Exercise 4 ★★ — Chain Rule Decomposition

Let $(X, Y)$ be a pair of discrete random variables with joint PMF $p(x, y)$ . The chain rule for KL states:

D_{\mathrm{KL}}(p(x,y) \| q(x,y)) = D_{\mathrm{KL}}(p(x) \| q(x)) + \mathbb{E}_{x \sim p}\bigl[D_{\mathrm{KL}}(p(y|x) \| q(y|x))\bigr]

Use the following $2 \times 3$ joint PMFs:

p(x,y) = \begin{pmatrix}0.30 & 0.15 & 0.05\\ 0.20 & 0.20 & 0.10\end{pmatrix}, \quad q(x,y) = \begin{pmatrix}0.20 & 0.20 & 0.10\\ 0.15 & 0.25 & 0.10\end{pmatrix}

(a) Compute $D_{\mathrm{KL}}(p_{XY} \| q_{XY})$ directly (flatten the joint).

(b) Compute the marginals $p_X, q_X$ and the conditionals $p_{Y|X=0}, p_{Y|X=1}$ , etc.

(c) Compute the right-hand side of the chain rule and verify equality.

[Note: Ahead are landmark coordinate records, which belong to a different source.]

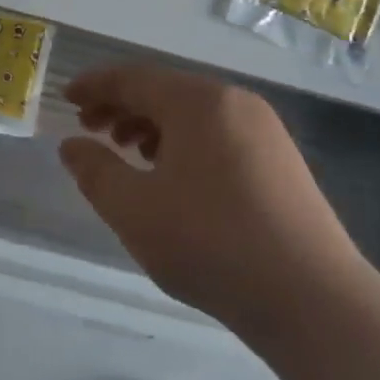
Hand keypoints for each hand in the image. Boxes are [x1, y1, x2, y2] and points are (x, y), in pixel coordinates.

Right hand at [61, 64, 373, 338]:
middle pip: (165, 91)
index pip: (133, 78)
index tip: (66, 98)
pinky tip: (173, 177)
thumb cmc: (211, 244)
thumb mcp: (134, 210)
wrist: (313, 300)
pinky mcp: (281, 161)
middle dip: (122, 106)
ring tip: (128, 153)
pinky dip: (185, 143)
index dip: (95, 86)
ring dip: (153, 125)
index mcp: (198, 101)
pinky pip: (219, 134)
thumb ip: (95, 171)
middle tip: (90, 129)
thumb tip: (72, 145)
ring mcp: (265, 130)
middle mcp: (234, 102)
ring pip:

(d) State why the chain rule implies $D_{\mathrm{KL}}(p_{XY} \| q_{XY}) \ge D_{\mathrm{KL}}(p_X \| q_X)$ (the Data Processing Inequality).

Code cell 14

# Your Solution
print("Write your solution here, then compare with the reference solution below.")

Code cell 15

# Solution
# Exercise 4: Solution

P = np.array([[0.30, 0.15, 0.05],
              [0.20, 0.20, 0.10]])
Q = np.array([[0.20, 0.20, 0.10],
              [0.15, 0.25, 0.10]])

# (a)
kl_joint = kl_divergence(P.ravel(), Q.ravel())

# (b) Marginals
p_x = P.sum(axis=1)      # shape (2,)
q_x = Q.sum(axis=1)

# Conditionals p(y|x) = p(x,y) / p(x)
p_y_given_x = P / p_x[:, None]   # shape (2, 3)
q_y_given_x = Q / q_x[:, None]

# (c) Chain rule
kl_marg = kl_divergence(p_x, q_x)
kl_cond_avg = sum(
    p_x[i] * kl_divergence(p_y_given_x[i], q_y_given_x[i])
    for i in range(2)
)
chain_rule_rhs = kl_marg + kl_cond_avg

header('Exercise 4: Chain Rule for KL')
print(f'D_KL(p_XY || q_XY) direct  = {kl_joint:.8f}')
print(f'D_KL(p_X  || q_X)  marginal = {kl_marg:.8f}')
print(f'E_p[D_KL(p_Y|X || q_Y|X)]  = {kl_cond_avg:.8f}')
print(f'Chain rule RHS              = {chain_rule_rhs:.8f}')

check_close('Chain rule: joint = marginal + expected conditional', kl_joint, chain_rule_rhs)
check_true('DPI: D_KL(joint) >= D_KL(marginal)', kl_joint >= kl_marg - 1e-10)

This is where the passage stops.